Por eso, uno de los grandes desafíos de nuestro tiempo es el cuidado de la Casa Común. En un país cuya riqueza está profundamente ligada a la fertilidad de sus suelos, a la disponibilidad de agua y a la biodiversidad de sus ecosistemas, la sostenibilidad deja de ser una opción para convertirse en una responsabilidad ética. Producir alimentos sin comprometer la capacidad productiva de las generaciones futuras constituye una exigencia ineludible.

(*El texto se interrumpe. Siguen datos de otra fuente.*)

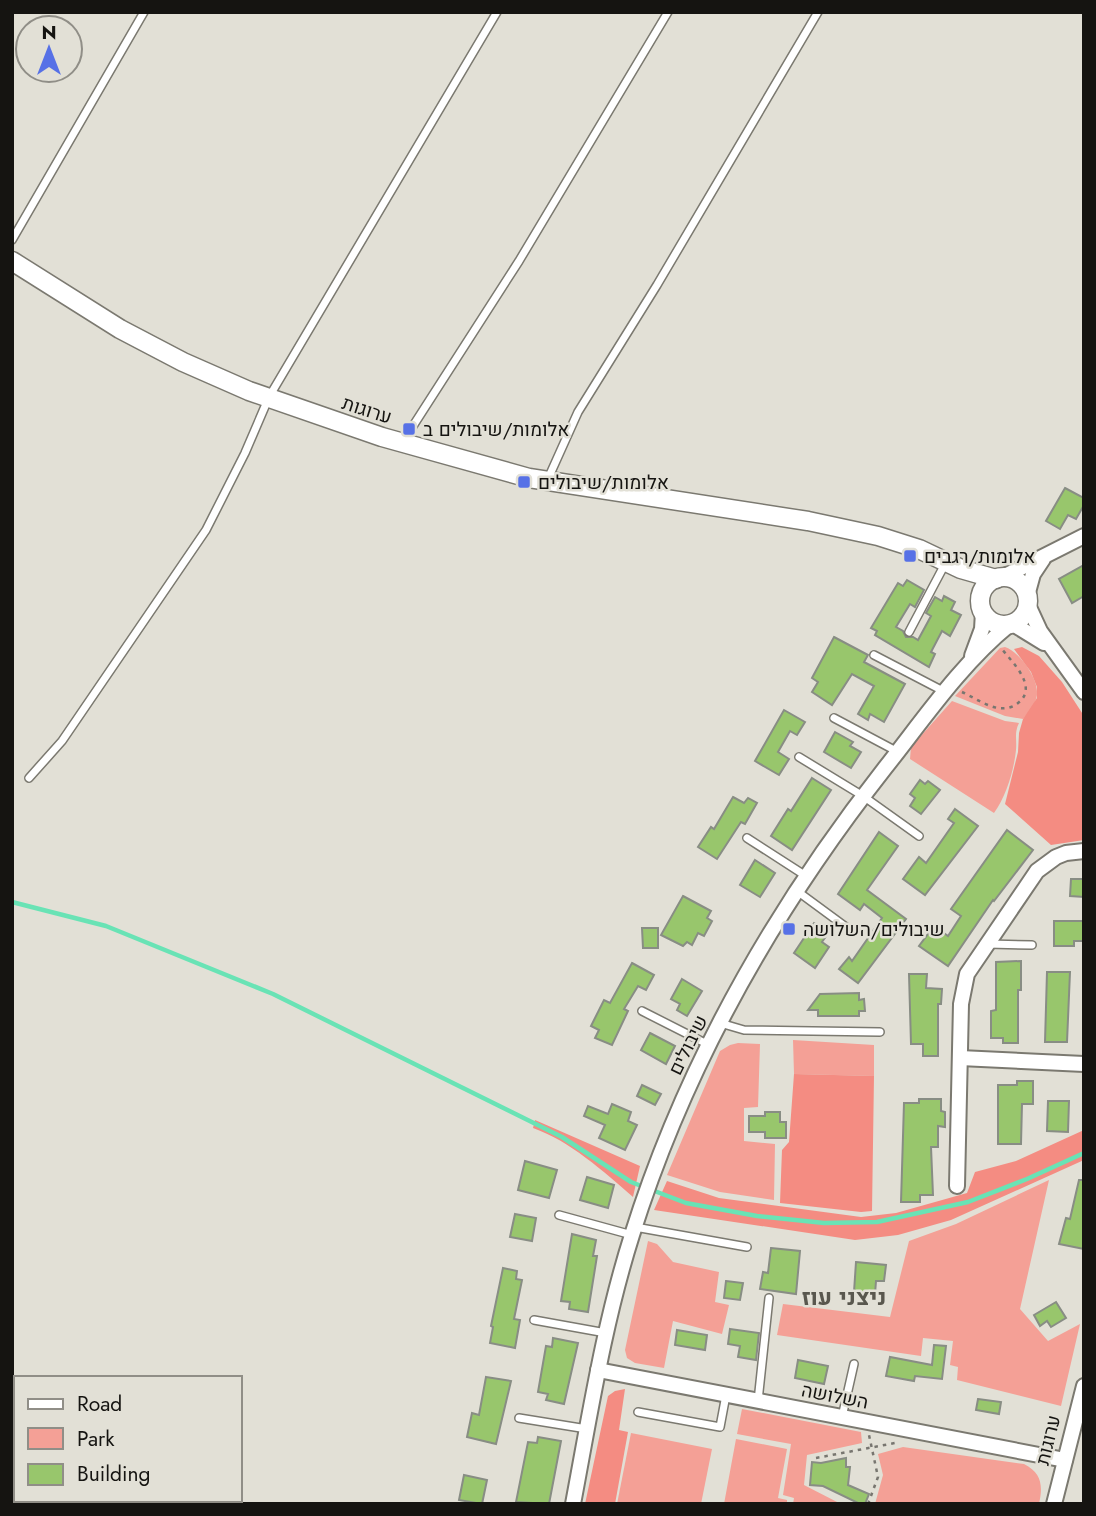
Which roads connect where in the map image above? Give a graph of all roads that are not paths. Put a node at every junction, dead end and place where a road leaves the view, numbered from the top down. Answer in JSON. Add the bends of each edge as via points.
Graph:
{"nodes":[{"id":1,"x":144,"y":12,"type":"edge"},
{"id":2,"x":497,"y":12,"type":"edge"},
{"id":3,"x":668,"y":12,"type":"edge"},
{"id":4,"x":818,"y":12,"type":"edge"},
{"id":5,"x":12,"y":240,"type":"edge"},
{"id":6,"x":12,"y":261,"type":"edge"},
{"id":7,"x":269,"y":397,"type":"junction"},
{"id":8,"x":402,"y":443,"type":"junction"},
{"id":9,"x":547,"y":481,"type":"junction"},
{"id":10,"x":1082,"y":541,"type":"edge"},
{"id":11,"x":1044,"y":558,"type":"junction"},
{"id":12,"x":944,"y":563,"type":"junction"},
{"id":13,"x":999,"y":579,"type":"junction"},
{"id":14,"x":1027,"y":600,"type":"junction"},
{"id":15,"x":981,"y":608,"type":"junction"},
{"id":16,"x":1011,"y":624,"type":"junction"},
{"id":17,"x":909,"y":632,"type":"dead end"},
{"id":18,"x":1053,"y":650,"type":"junction"},
{"id":19,"x":874,"y":655,"type":"dead end"},
{"id":20,"x":969,"y":664,"type":"junction"},
{"id":21,"x":948,"y":690,"type":"junction"},
{"id":22,"x":1084,"y":692,"type":"edge"},
{"id":23,"x":834,"y":718,"type":"dead end"},
{"id":24,"x":898,"y":752,"type":"junction"},
{"id":25,"x":799,"y":757,"type":"dead end"},
{"id":26,"x":29,"y":778,"type":"dead end"},
{"id":27,"x":863,"y":796,"type":"junction"},
{"id":28,"x":919,"y":836,"type":"dead end"},
{"id":29,"x":747,"y":838,"type":"dead end"},
{"id":30,"x":1084,"y":851,"type":"edge"},
{"id":31,"x":806,"y":876,"type":"junction"},
{"id":32,"x":797,"y":890,"type":"junction"},
{"id":33,"x":850,"y":930,"type":"dead end"},
{"id":34,"x":985,"y":944,"type":"junction"},
{"id":35,"x":1032,"y":945,"type":"dead end"},
{"id":36,"x":642,"y":1011,"type":"dead end"},
{"id":37,"x":720,"y":1023,"type":"junction"},
{"id":38,"x":880,"y":1032,"type":"dead end"},
{"id":39,"x":709,"y":1045,"type":"junction"},
{"id":40,"x":960,"y":1058,"type":"junction"},
{"id":41,"x":1084,"y":1064,"type":"edge"},
{"id":42,"x":957,"y":1186,"type":"dead end"},
{"id":43,"x":559,"y":1215,"type":"dead end"},
{"id":44,"x":633,"y":1231,"type":"junction"},
{"id":45,"x":747,"y":1247,"type":"dead end"},
{"id":46,"x":769,"y":1298,"type":"dead end"},
{"id":47,"x":534,"y":1320,"type":"dead end"},
{"id":48,"x":607,"y":1333,"type":"junction"},
{"id":49,"x":854,"y":1364,"type":"dead end"},
{"id":50,"x":598,"y":1370,"type":"junction"},
{"id":51,"x":1084,"y":1386,"type":"edge"},
{"id":52,"x":726,"y":1395,"type":"junction"},
{"id":53,"x":758,"y":1401,"type":"junction"},
{"id":54,"x":638,"y":1412,"type":"dead end"},
{"id":55,"x":842,"y":1417,"type":"junction"},
{"id":56,"x":519,"y":1418,"type":"dead end"},
{"id":57,"x":587,"y":1429,"type":"junction"},
{"id":58,"x":1065,"y":1460,"type":"junction"},
{"id":59,"x":573,"y":1504,"type":"edge"},
{"id":60,"x":1054,"y":1504,"type":"edge"}],
"edges":[{"from":1,"to":5,"type":"lane"},
{"from":2,"to":7,"type":"lane"},
{"from":3,"to":8,"type":"lane","via":[[519,261]]},
{"from":4,"to":9,"type":"lane","via":[[578,412]]},
{"from":6,"to":7,"type":"street","name":"ערוגות","via":[[156,349]]},
{"from":7,"to":8,"type":"street","name":"ערוגות"},
{"from":7,"to":26,"type":"lane","via":[[206,530],[62,741]]},
{"from":8,"to":9,"type":"street","name":"ערוגות"},
{"from":9,"to":12,"type":"street","name":"ערוגות","via":[[832,526],[901,543]]},
{"from":10,"to":11,"type":"street"},
{"from":11,"to":13,"type":"street"},
{"from":11,"to":14,"type":"street","via":[[1033,573]]},
{"from":12,"to":13,"type":"street","name":"ערוגות"},
{"from":12,"to":15,"type":"street","name":"ערוגות","via":[[968,582]]},
{"from":12,"to":17,"type":"lane"},
{"from":13,"to":14,"type":"street","via":[[1019,583]]},
{"from":13,"to":15,"type":"street","via":[[984,588]]},
{"from":14,"to":16,"type":"street","via":[[1025,613]]},
{"from":14,"to":18,"type":"street"},
{"from":15,"to":16,"type":"street","via":[[996,624]]},
{"from":15,"to":20,"type":"street","name":"שיבולים","via":[[980,639]]},
{"from":16,"to":18,"type":"street"},
{"from":16,"to":20,"type":"street","name":"שיבולים"},
{"from":18,"to":22,"type":"street"},
{"from":19,"to":21,"type":"lane"},
{"from":20,"to":21,"type":"street","name":"שיבולים"},
{"from":21,"to":24,"type":"street","name":"שיבולים"},
{"from":23,"to":24,"type":"lane"},
{"from":24,"to":27,"type":"street","name":"שיבולים"},
{"from":25,"to":27,"type":"lane"},
{"from":27,"to":28,"type":"lane"},
{"from":27,"to":31,"type":"street","name":"שיבולים"},
{"from":29,"to":31,"type":"lane"},
{"from":30,"to":34,"type":"street","via":[[1056,857],[1037,871]]},
{"from":31,"to":32,"type":"street","name":"שיבולים"},
{"from":32,"to":33,"type":"lane"},
{"from":32,"to":37,"type":"street","name":"שיבולים"},
{"from":34,"to":35,"type":"lane"},
{"from":34,"to":40,"type":"street","via":[[964,986]]},
{"from":36,"to":39,"type":"lane"},
{"from":37,"to":38,"type":"lane","via":[[744,1030]]},
{"from":37,"to":39,"type":"street","name":"שיבולים"},
{"from":39,"to":44,"type":"street","name":"שיבולים","via":[[668,1131]]},
{"from":40,"to":41,"type":"street"},
{"from":40,"to":42,"type":"street"},
{"from":43,"to":44,"type":"lane"},
{"from":44,"to":45,"type":"lane"},
{"from":44,"to":48,"type":"street","name":"שיבולים"},
{"from":46,"to":53,"type":"lane"},
{"from":47,"to":48,"type":"lane"},
{"from":48,"to":50,"type":"street","name":"שיבולים"},
{"from":49,"to":55,"type":"lane"},
{"from":50,"to":52,"type":"street","name":"השלושה"},
{"from":50,"to":57,"type":"street","name":"שיבולים"},
{"from":51,"to":58,"type":"street","name":"ערוגות"},
{"from":52,"to":53,"type":"street","name":"השלושה"},
{"from":52,"to":54,"type":"lane","via":[[720,1427]]},
{"from":53,"to":55,"type":"street","name":"השלושה"},
{"from":55,"to":58,"type":"street","name":"השלושה"},
{"from":56,"to":57,"type":"lane"},
{"from":57,"to":59,"type":"street","name":"שיבולים"},
{"from":58,"to":60,"type":"street","name":"ערוגות"}]}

Otro concepto central de la espiritualidad ignaciana es el Magis: la búsqueda permanente de hacer las cosas de la mejor manera posible, poniendo nuestros talentos al servicio del mayor bien. El agro argentino ha demostrado históricamente una extraordinaria capacidad de innovación y mejora continua. Desde los avances en genética vegetal y animal hasta la agricultura de precisión, la biotecnología y las nuevas herramientas digitales, el sector ha sabido adaptarse y transformarse en una permanente búsqueda de excelencia. Pero el Magis nos recuerda que la excelencia solo adquiere pleno sentido cuando está orientada al servicio de las personas y al bien común.
La tradición ignaciana nos invita también al discernimiento: detenernos y reflexionar no solo qué podemos hacer tecnológicamente, sino qué debemos hacer. La innovación adquiere verdadero sentido cuando se pone al servicio de las personas y del desarrollo sostenible. La tecnología, por sí sola, no resuelve los desafíos del futuro; requiere ser orientada por criterios éticos. Esta reflexión adquiere especial relevancia en la formación de los futuros profesionales. Hoy no alcanza con formar excelentes técnicos. Necesitamos ingenieros agrónomos y médicos veterinarios capaces de comprender sistemas complejos, trabajar interdisciplinariamente, liderar procesos de transformación y tomar decisiones prudentes en escenarios cada vez más dinámicos e inciertos.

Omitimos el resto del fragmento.